The report itself, at 448 pages, documented extensive evidence of those ties, as well as multiple instances of lying and obstruction of justice by Mr. Trump and other top government officials. Mr. Barr's four-page summary claimed the opposite — that Mr. Mueller had found no collusion or obstruction of justice. Mr. Mueller protested, and yet weeks passed before Americans could see the report themselves and discover just how much Mr. Barr had twisted its findings to benefit Mr. Trump.

In March, a federal judge called Mr. Barr's characterization of the report "distorted" and "misleading," and said his "lack of candor" called his credibility into doubt.

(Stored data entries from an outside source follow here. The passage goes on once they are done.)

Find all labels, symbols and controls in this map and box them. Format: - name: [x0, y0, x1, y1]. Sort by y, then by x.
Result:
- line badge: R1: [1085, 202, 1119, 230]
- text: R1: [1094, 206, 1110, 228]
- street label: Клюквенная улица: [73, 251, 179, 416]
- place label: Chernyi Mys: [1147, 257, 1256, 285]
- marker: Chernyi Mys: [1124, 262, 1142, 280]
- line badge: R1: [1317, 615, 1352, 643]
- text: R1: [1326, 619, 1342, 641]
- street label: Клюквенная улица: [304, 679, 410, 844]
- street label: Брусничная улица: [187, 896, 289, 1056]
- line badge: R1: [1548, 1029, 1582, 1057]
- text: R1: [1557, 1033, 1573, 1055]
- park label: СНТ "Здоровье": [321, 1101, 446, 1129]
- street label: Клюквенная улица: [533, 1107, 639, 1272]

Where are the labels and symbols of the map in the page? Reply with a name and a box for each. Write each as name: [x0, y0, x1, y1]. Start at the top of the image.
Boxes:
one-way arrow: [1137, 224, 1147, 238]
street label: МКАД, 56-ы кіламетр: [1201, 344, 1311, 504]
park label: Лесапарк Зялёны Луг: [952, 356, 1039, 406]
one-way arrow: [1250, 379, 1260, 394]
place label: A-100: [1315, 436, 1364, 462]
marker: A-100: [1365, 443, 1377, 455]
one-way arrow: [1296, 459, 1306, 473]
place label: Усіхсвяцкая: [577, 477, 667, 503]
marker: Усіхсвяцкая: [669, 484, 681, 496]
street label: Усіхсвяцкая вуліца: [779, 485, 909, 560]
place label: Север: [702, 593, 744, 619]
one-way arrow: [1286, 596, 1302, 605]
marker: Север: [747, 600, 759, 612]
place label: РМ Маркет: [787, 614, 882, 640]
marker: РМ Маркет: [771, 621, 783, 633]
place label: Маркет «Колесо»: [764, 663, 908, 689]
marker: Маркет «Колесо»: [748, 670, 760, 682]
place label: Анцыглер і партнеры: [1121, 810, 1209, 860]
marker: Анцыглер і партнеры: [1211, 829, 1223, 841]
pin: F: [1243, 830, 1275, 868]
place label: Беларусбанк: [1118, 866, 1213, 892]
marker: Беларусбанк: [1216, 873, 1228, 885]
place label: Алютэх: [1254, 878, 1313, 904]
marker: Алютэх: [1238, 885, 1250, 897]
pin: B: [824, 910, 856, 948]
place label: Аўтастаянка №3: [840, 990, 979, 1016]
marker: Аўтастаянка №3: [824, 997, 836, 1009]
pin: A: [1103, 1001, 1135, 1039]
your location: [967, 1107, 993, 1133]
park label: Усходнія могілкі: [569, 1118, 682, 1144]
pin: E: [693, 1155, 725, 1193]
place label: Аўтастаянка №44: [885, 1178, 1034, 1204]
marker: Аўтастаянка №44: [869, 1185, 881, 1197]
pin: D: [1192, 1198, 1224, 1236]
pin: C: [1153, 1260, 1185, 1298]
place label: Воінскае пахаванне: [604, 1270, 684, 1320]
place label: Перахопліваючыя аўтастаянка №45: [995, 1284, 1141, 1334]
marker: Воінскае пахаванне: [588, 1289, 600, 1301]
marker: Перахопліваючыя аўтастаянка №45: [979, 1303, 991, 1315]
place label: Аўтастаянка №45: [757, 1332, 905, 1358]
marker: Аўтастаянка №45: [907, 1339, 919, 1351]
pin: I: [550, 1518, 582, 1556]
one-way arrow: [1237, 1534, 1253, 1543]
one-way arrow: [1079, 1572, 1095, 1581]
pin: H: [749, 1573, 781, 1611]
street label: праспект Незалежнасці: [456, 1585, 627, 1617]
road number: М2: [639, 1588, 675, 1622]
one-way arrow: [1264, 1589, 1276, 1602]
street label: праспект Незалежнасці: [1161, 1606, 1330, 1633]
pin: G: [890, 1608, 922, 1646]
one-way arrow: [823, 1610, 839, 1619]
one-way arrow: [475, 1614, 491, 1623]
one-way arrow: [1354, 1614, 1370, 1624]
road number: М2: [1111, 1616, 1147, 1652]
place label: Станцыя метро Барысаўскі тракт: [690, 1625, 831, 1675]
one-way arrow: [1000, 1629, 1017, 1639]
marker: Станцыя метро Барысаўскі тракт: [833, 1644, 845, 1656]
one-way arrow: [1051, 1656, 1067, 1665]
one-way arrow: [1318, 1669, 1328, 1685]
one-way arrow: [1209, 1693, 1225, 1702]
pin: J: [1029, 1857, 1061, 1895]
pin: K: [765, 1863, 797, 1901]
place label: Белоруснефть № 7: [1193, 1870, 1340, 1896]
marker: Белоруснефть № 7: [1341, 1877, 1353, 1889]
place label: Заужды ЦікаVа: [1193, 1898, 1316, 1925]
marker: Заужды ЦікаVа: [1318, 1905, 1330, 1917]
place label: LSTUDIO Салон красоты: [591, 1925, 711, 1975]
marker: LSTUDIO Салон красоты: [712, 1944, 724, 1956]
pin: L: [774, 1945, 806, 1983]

But Mr. Barr didn't stop there. He also rejected a reportby the Justice Department inspector general finding that there was sufficient evidence to open the Russia investigation. He referred to the investigation as "spying" and ordered a criminal inquiry into its origins. He intervened in the prosecutions of two of Mr. Trump's top advisers, Mr. Flynn and Roger Stone, for whom he recommended a lighter sentence than his own prosecutors had sought. And he declined to open a criminal investigation into last fall's whistle-blower complaint against Mr. Trump, saying it did not qualify as an "urgent concern." The complaint ultimately led to Mr. Trump's impeachment.

Last month, Mr. Barr went on Fox News and called the Russia investigation "one of the greatest travesties in American history," and said, "We're not dealing with just mistakes or sloppiness, there was something far more troubling here; and we're going to get to the bottom of it."

With these remarks, Mr. Barr appears to have violated Justice Department policy against publicly discussingcurrent investigations. His insistent attempts to undermine the legitimacy of the Russia investigation and absolve Mr. Trump of any wrongdoing also appear to violate department policy against taking any actions that could be seen to have a partisan political purpose, especially in an election year.

The damage Mr. Barr is doing extends beyond policy violations. He has weakened the morale of the department by undercutting career prosecutors — men and women who devoted their lives to the rule of law. Four of them quit the case against Mr. Stone, who was convicted of federal crimes including perjury, wire fraud and witness intimidation, when Mr. Barr intervened to ask for a lighter sentence. Another quit the case against Michael Flynn shortly before the department filed its request with the court to drop all charges.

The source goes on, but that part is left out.